───── Exercise input ─────

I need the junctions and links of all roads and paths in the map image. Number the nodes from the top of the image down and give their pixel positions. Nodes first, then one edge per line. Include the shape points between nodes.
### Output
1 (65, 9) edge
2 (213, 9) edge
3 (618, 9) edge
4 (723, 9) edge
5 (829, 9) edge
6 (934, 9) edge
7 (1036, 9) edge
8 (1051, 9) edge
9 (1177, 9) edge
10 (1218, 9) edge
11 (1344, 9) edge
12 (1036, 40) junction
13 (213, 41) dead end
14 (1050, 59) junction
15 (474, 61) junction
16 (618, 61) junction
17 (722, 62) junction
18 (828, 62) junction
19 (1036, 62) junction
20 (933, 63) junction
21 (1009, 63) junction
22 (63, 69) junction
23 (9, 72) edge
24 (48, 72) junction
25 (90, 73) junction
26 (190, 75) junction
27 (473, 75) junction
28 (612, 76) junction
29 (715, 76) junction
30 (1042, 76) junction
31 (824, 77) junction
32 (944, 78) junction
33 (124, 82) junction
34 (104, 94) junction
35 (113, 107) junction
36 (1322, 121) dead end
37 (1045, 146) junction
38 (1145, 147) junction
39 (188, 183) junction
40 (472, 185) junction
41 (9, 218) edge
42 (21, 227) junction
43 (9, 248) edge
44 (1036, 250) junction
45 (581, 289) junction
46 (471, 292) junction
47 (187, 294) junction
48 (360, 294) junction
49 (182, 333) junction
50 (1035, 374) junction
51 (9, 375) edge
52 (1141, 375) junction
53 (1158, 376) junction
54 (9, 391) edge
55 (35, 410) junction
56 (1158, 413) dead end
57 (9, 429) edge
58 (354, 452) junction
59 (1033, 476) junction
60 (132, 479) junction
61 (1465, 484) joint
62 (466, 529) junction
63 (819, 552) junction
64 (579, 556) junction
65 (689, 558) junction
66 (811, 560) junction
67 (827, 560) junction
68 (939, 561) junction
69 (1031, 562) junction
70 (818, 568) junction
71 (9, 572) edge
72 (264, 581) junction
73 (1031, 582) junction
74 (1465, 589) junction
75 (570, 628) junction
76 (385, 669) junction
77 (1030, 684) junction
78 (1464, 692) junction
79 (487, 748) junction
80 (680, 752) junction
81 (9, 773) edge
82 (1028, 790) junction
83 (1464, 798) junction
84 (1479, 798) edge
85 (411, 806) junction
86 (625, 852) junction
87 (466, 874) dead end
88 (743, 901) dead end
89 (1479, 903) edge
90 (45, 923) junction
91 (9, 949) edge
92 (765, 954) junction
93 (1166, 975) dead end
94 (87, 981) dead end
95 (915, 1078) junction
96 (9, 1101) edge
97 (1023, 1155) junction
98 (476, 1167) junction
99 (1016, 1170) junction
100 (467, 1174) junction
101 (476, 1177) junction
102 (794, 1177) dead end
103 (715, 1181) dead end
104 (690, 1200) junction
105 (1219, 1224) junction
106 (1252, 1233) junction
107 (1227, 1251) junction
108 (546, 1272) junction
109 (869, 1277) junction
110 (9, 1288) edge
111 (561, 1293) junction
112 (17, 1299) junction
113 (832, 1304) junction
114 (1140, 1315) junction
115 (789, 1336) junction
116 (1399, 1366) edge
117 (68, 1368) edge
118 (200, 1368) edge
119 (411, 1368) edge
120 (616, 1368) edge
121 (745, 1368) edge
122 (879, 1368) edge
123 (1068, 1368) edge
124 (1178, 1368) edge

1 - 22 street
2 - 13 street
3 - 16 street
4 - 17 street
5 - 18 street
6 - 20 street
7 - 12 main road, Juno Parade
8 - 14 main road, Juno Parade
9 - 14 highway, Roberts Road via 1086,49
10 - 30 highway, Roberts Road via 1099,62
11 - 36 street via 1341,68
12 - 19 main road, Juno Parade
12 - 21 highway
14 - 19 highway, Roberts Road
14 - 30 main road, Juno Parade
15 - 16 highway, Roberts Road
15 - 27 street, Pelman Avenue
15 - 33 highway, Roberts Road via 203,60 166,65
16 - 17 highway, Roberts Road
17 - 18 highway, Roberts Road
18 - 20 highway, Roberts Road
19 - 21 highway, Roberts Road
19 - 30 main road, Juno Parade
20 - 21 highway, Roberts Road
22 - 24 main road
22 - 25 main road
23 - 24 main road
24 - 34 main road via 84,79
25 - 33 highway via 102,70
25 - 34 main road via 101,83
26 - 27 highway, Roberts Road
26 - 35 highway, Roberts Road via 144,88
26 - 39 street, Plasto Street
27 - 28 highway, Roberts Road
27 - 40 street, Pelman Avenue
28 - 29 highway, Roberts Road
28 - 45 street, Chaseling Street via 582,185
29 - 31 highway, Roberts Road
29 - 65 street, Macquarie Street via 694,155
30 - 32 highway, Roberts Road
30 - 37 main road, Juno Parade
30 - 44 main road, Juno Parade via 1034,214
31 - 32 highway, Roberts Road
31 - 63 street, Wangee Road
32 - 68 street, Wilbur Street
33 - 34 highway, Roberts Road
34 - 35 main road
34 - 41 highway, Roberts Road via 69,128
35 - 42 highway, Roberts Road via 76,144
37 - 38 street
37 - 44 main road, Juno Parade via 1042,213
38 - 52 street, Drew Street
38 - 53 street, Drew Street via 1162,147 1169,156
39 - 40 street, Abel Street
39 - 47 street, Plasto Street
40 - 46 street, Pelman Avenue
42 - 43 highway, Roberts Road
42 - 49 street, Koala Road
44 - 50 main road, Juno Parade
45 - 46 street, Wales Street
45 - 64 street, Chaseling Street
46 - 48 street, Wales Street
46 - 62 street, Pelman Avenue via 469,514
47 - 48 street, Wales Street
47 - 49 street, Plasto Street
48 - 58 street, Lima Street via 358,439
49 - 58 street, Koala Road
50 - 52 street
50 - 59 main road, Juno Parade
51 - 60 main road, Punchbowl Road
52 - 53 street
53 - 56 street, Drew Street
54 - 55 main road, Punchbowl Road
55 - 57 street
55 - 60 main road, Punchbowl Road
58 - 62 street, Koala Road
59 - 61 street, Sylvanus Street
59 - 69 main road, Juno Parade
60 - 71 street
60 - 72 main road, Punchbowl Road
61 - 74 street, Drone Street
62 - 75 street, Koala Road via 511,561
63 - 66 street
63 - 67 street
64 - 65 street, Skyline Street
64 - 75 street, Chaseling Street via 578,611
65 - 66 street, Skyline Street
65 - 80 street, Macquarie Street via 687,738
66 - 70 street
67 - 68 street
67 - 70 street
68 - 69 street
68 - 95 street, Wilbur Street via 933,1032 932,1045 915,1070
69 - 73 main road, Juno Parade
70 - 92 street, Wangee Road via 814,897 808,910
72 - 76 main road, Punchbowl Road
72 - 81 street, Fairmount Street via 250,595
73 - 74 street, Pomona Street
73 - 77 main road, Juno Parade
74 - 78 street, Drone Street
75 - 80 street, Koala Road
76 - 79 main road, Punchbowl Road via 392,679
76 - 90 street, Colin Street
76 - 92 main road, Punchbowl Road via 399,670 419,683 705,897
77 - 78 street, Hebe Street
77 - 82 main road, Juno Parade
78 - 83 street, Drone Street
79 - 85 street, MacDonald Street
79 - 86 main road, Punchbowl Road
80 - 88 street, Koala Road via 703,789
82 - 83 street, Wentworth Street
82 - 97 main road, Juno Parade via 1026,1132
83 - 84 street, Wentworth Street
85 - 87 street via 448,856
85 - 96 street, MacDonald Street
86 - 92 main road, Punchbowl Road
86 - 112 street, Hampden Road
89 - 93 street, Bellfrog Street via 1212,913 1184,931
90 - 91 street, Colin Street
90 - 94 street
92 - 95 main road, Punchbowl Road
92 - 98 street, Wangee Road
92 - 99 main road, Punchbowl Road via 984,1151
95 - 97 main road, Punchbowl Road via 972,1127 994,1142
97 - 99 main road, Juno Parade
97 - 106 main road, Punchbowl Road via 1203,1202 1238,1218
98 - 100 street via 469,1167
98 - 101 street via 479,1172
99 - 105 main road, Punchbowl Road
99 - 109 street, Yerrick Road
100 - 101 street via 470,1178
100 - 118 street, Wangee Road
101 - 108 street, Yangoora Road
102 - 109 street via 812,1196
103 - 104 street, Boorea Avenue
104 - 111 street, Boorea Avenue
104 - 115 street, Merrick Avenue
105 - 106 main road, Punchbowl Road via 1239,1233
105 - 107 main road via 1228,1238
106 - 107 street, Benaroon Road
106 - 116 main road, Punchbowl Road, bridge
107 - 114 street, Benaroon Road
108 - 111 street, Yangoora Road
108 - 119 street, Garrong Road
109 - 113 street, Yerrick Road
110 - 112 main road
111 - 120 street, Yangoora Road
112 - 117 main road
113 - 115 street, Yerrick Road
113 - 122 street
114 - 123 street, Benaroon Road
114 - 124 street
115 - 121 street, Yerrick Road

─────

=== What to do ===
Pull every line containing the string "Macquarie" out of the data above and copy it.

=== Solution to the exercise ===
29 - 65 street, Macquarie Street via 694,155
65 - 80 street, Macquarie Street via 687,738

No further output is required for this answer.